In the 2023 budget that was tabled in parliament on Wednesday by finance minister Enoch Godongwana, Treasury sets out in detail what the debt relief package will consist of, and the strict conditions attached to it to “safeguard public money”.

Godongwana said the lack of reliable electricity supply was SA’s biggest economic constraint and that providing debt relief to Eskom would play a role in transforming the electricity sector to achieve energy security in the long term.

According to Treasury, one of the factors it considered in designing the package was that Eskom was not able to reasonably service its debt, which has ballooned to R423bn, from its own cash flows. In addition, as Godongwana said in the budget speech, R337bn of Eskom’s debt is already government guaranteed, thus, “explicitly taking on this debt, will reduce fiscal risk and enhance long-term fiscal sustainability”.

The debt-relief arrangement covers R254bn or 60% of Eskom’s debt and will be disbursed over the next three years.

Some of the conditions of the debt relief, for which the board will have to account on a quarterly basis, restricts Eskom’s capital expenditure to transmission and distribution and places a moratorium on new borrowing.

“No new borrowing will be allowed from 1 April 2023 until the end of the debt-relief period, unless written permission is granted by the minister of finance,” Treasury said.

The only capital expenditure that Eskom may undertake over the period for generation relates to minimum emissions standards, flue-gas desulfurisation and required maintenance.

According to the Budget Review, Treasury has appointed an international consortium with extensive experience in the operations of coal-fired power stations to review all plants in Eskom’s coal fleet and advise on operational improvements.

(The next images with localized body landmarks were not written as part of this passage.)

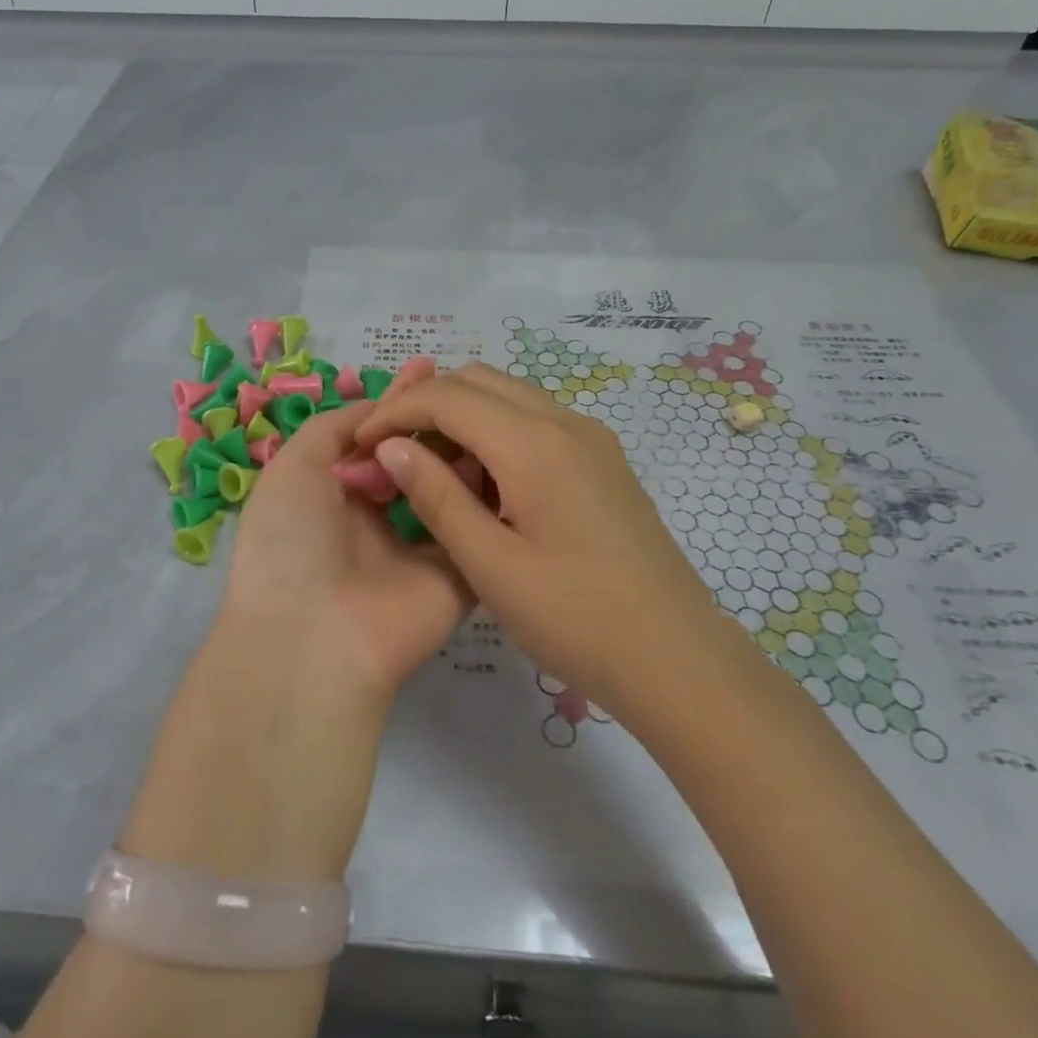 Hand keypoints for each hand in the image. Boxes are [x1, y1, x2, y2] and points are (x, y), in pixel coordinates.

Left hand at [219, 359, 472, 707]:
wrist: (314, 636)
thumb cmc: (291, 541)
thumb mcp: (293, 468)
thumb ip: (332, 428)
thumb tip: (373, 405)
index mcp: (334, 495)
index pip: (373, 438)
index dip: (396, 402)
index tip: (427, 367)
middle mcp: (378, 519)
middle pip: (415, 459)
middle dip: (437, 422)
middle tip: (469, 384)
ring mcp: (419, 548)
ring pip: (450, 489)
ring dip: (467, 451)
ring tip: (491, 408)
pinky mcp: (456, 577)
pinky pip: (477, 529)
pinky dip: (491, 497)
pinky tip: (513, 453)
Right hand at [352, 363, 736, 708]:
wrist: (676, 657)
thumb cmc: (576, 618)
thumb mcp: (491, 565)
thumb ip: (436, 497)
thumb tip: (391, 447)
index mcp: (533, 443)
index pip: (446, 396)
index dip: (395, 412)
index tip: (361, 445)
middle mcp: (564, 422)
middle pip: (478, 380)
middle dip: (426, 405)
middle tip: (393, 455)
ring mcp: (590, 438)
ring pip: (508, 397)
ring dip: (462, 417)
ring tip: (432, 472)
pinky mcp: (602, 459)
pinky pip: (536, 421)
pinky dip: (496, 432)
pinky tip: (484, 485) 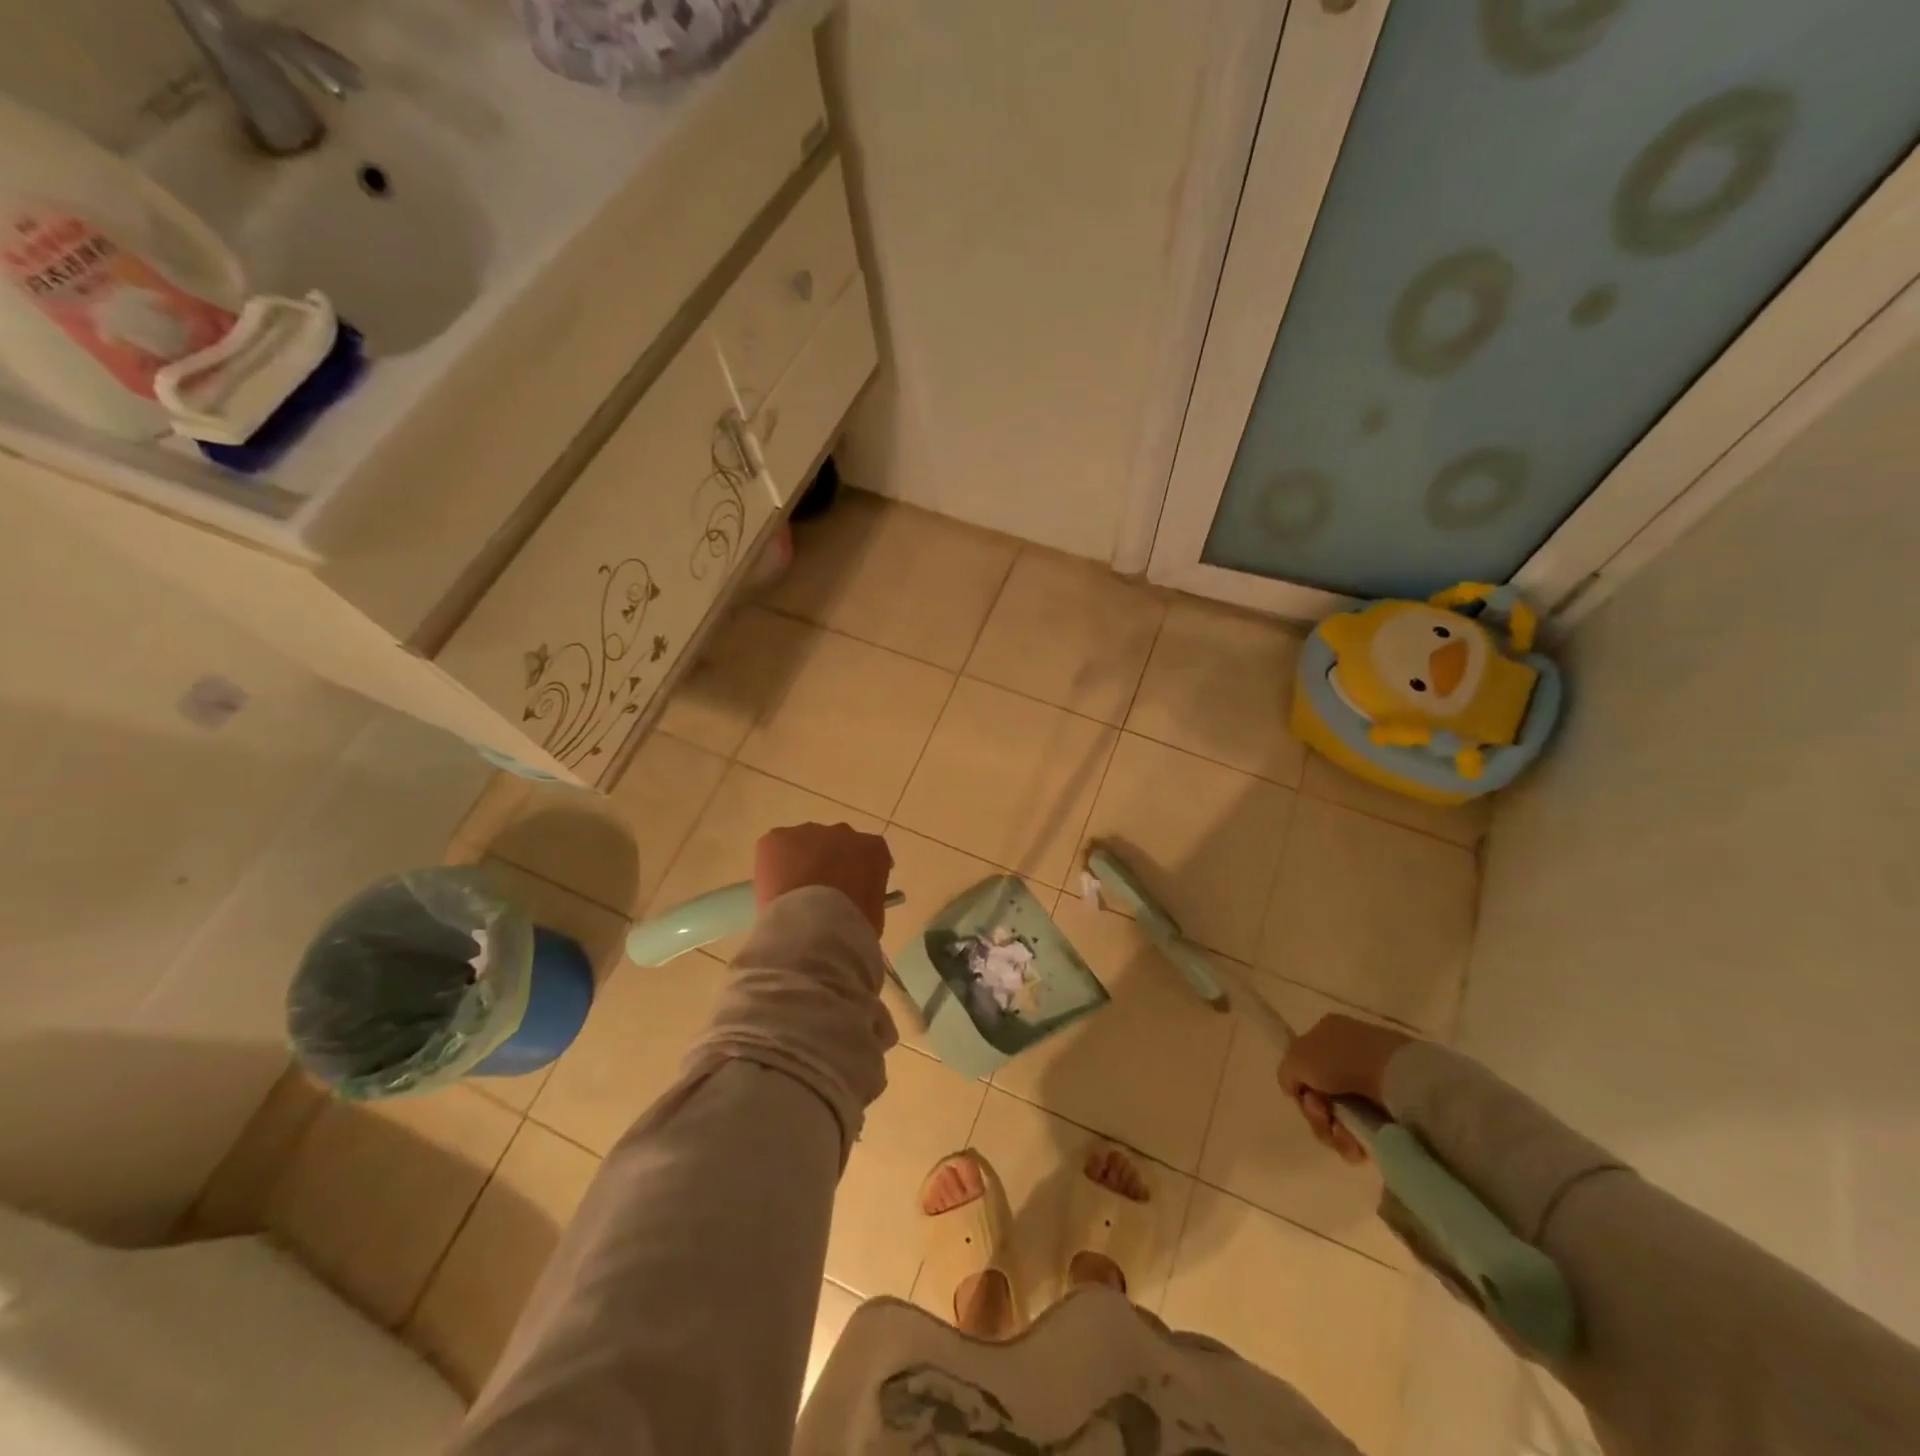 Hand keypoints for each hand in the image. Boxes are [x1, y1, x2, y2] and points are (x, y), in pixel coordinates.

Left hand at [753, 822, 893, 936]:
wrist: (813, 925)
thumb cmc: (851, 925)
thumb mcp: (873, 913)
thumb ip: (866, 897)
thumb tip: (852, 901)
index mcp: (873, 849)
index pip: (868, 854)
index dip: (857, 872)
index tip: (850, 891)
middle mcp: (843, 832)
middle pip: (835, 842)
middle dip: (828, 862)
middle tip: (820, 893)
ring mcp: (808, 832)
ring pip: (803, 843)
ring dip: (800, 862)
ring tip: (793, 894)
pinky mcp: (777, 838)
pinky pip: (774, 848)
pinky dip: (772, 866)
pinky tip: (774, 889)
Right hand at [1277, 1014, 1413, 1163]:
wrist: (1396, 1077)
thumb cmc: (1341, 1059)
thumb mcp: (1296, 1058)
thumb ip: (1286, 1073)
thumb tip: (1294, 1090)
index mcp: (1327, 1033)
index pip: (1304, 1066)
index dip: (1301, 1087)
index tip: (1305, 1098)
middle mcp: (1349, 1055)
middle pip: (1321, 1096)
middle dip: (1316, 1114)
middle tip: (1323, 1117)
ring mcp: (1372, 1082)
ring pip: (1340, 1117)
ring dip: (1333, 1132)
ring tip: (1343, 1137)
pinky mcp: (1392, 1110)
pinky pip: (1363, 1131)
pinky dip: (1355, 1141)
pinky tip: (1356, 1145)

The review is scheduled to conclude by mid-2023.

Eskom will be required to implement the recommendations contained in the review.

The debt relief, said Treasury, will be in the form of advances of R78bn in 2023/24, R66bn in 2024/25 and R40bn in 2025/26. These amounts represent Eskom’s full debt settlement requirement over the next three years. Additionally, in 2025/26, government will directly take over up to R70bn of Eskom’s loan portfolio.

The advances will be financed through the R66bn medium-term baseline provision announced in the 2019 Budget, and R118bn in additional borrowing over the period. This will increase SA’s debt-to-GDP ratio.

“Mainly due to this Eskom debt relief, government debt will stabilise at a higher level of 73.6% of GDP in 2025/26. This is three years later than anticipated in the 2022 Medium-Term Budget Policy Statement,” Godongwana said.

Funds will take the form of an interest-free subordinated loan, to be settled in Eskom shares rather than cash.

“The debt-to-equity conversion will result in an immediate improvement in Eskom’s balance sheet,” Treasury said.

Treasury said it was also finalising a proposal to address outstanding municipal debt owed to Eskom which has grown to about R56bn. One of the key elements under discussion was conditional debt write-off.

Godongwana told journalists during a pre-budget briefing that it was clear some municipalities will never be able to repay what they owe Eskom.

“Undertaking a debt relief of this magnitude without addressing this risk would be counterproductive. We are working with Eskom to provide a solution to this problem, wherein Eskom will provide incentivised relief to municipalities whose debt is unaffordable,” Godongwana said.

To avoid a repeat of debt build-up over time measures such as the installation of prepaid meters will be attached to any relief provided, he said.